In the high-performance scooter world, both the Apollo Phantom 20 Stellar and the Dualtron Storm New EY4 sit in that slightly ridiculous category of "yes, this really is still a scooter". They're both big, heavy, brutally fast and priced like serious transport, not toys. And yet, they approach the job with very different personalities.
The Phantom 20 Stellar is the power commuter's scooter: polished, very configurable, strong on weather protection and electronics, with performance that's more than enough for sane riders.

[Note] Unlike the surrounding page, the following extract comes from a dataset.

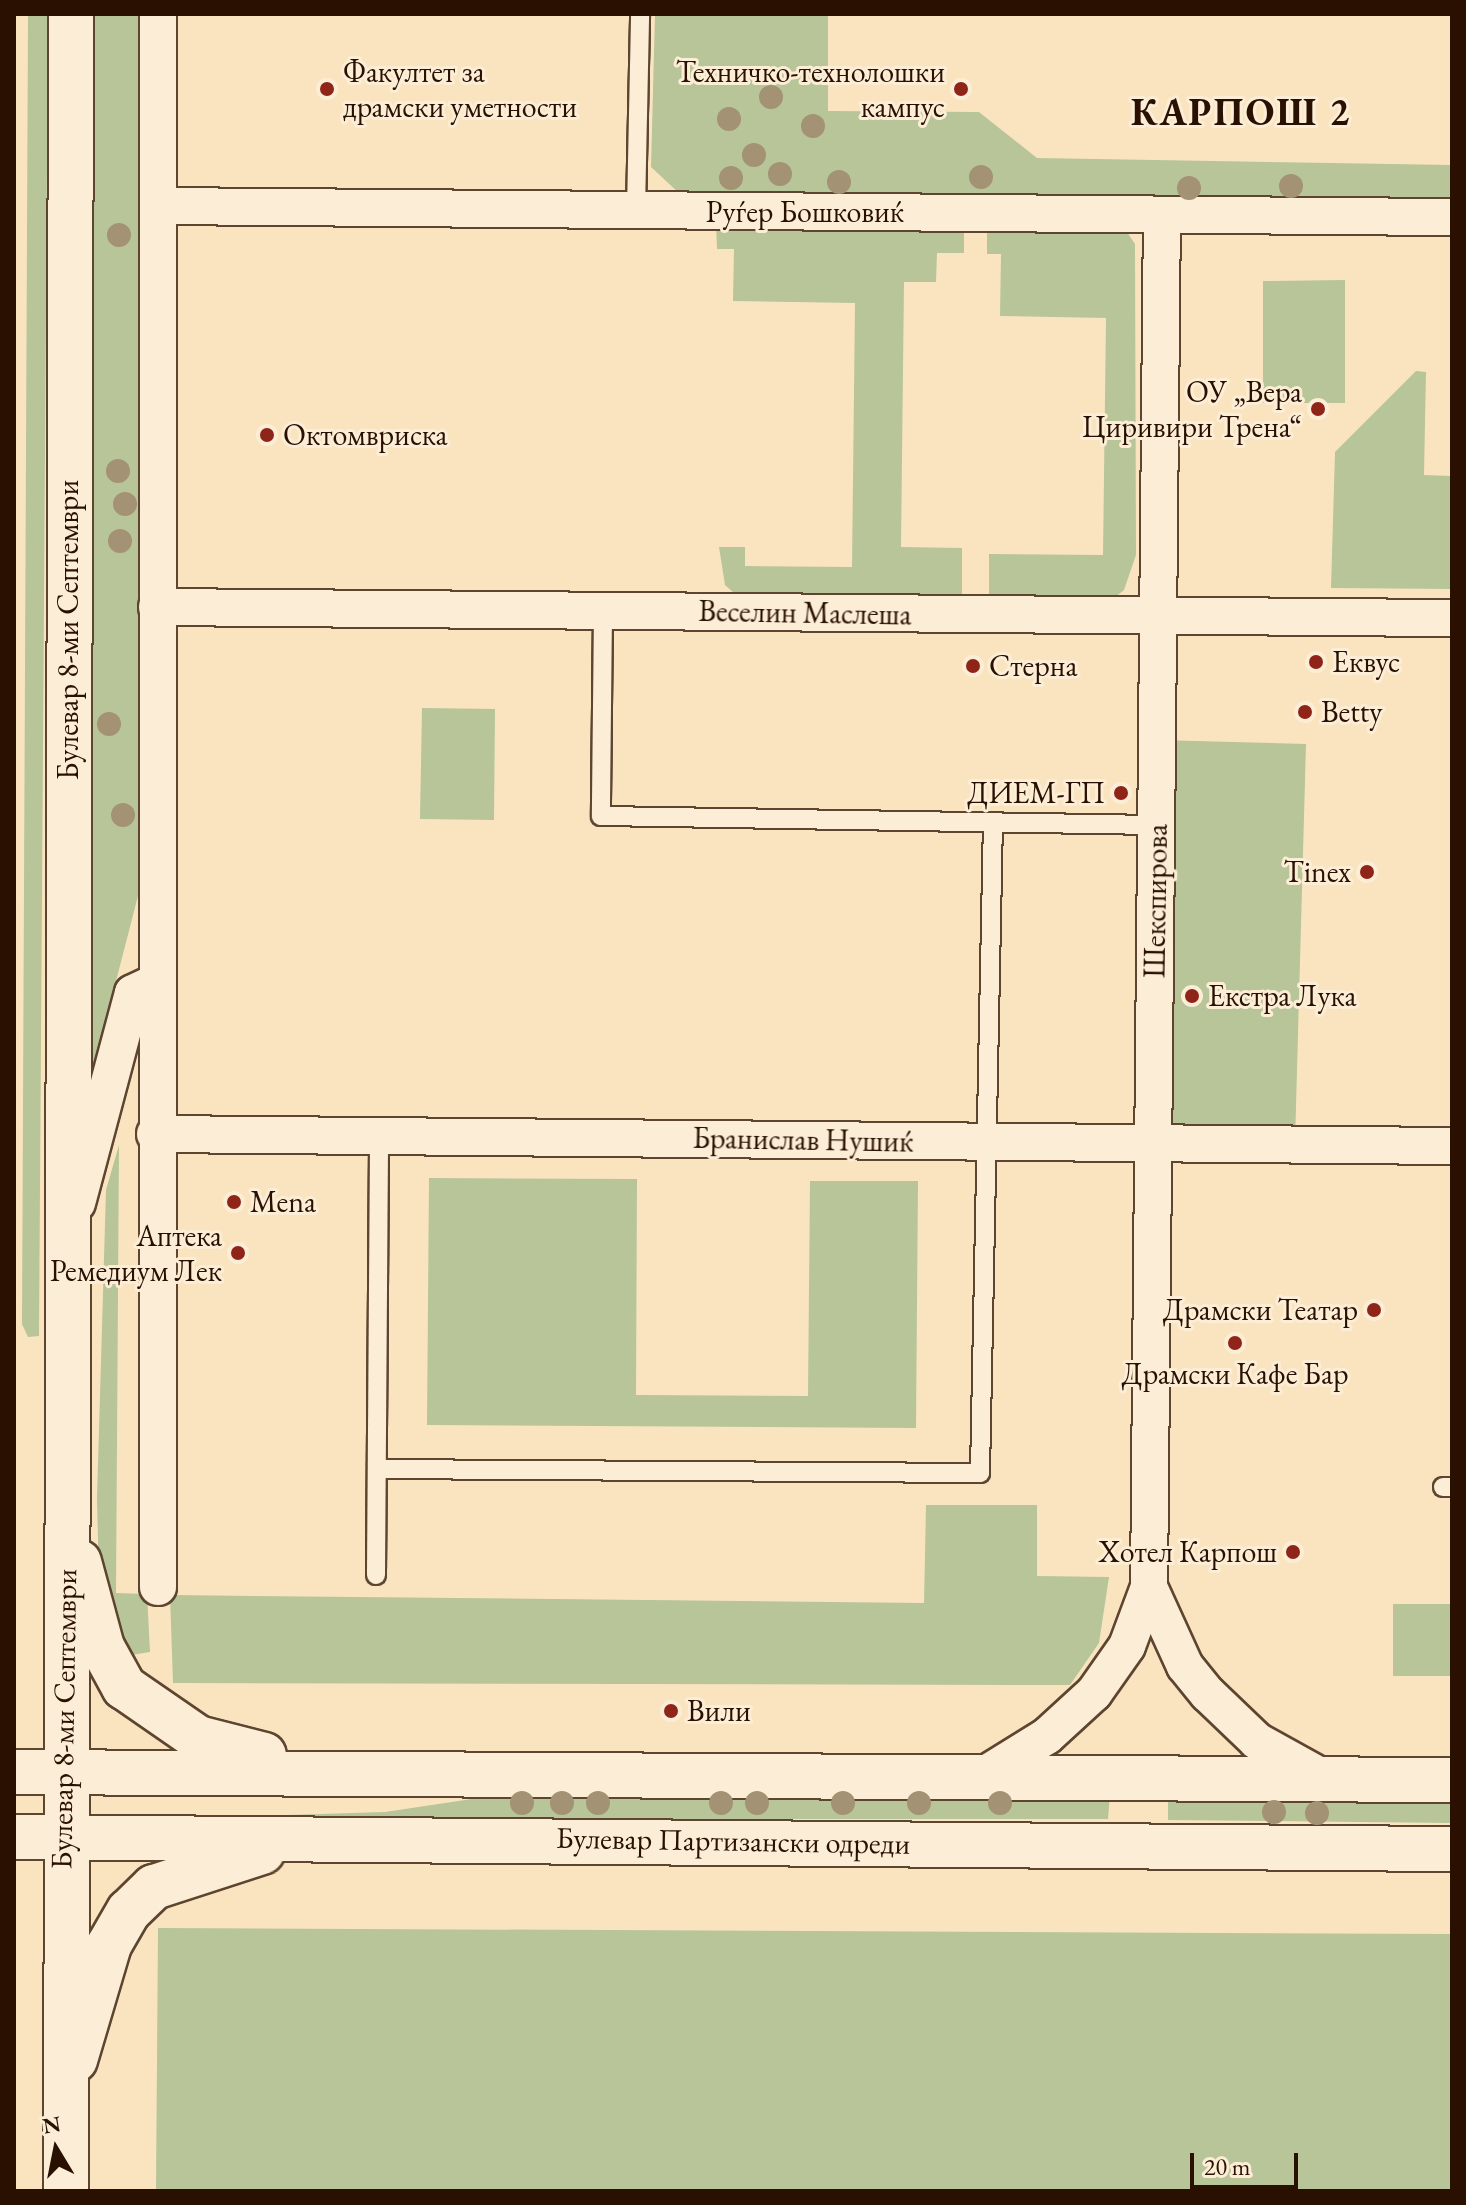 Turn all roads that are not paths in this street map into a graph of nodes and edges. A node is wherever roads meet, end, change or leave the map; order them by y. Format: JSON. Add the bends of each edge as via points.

The Storm New EY4 is the old-school bruiser that's been sent to finishing school: still ferociously quick and heavy, but now with a modern cockpit and just enough refinement to feel like a proper flagship.
If you're torn between the two, you're not alone - they occupy almost the same financial space, claim similarly bonkers performance, and both pretend to be everyday vehicles. Let's see which one actually behaves like one.
Who Are These For, and Why Compare Them?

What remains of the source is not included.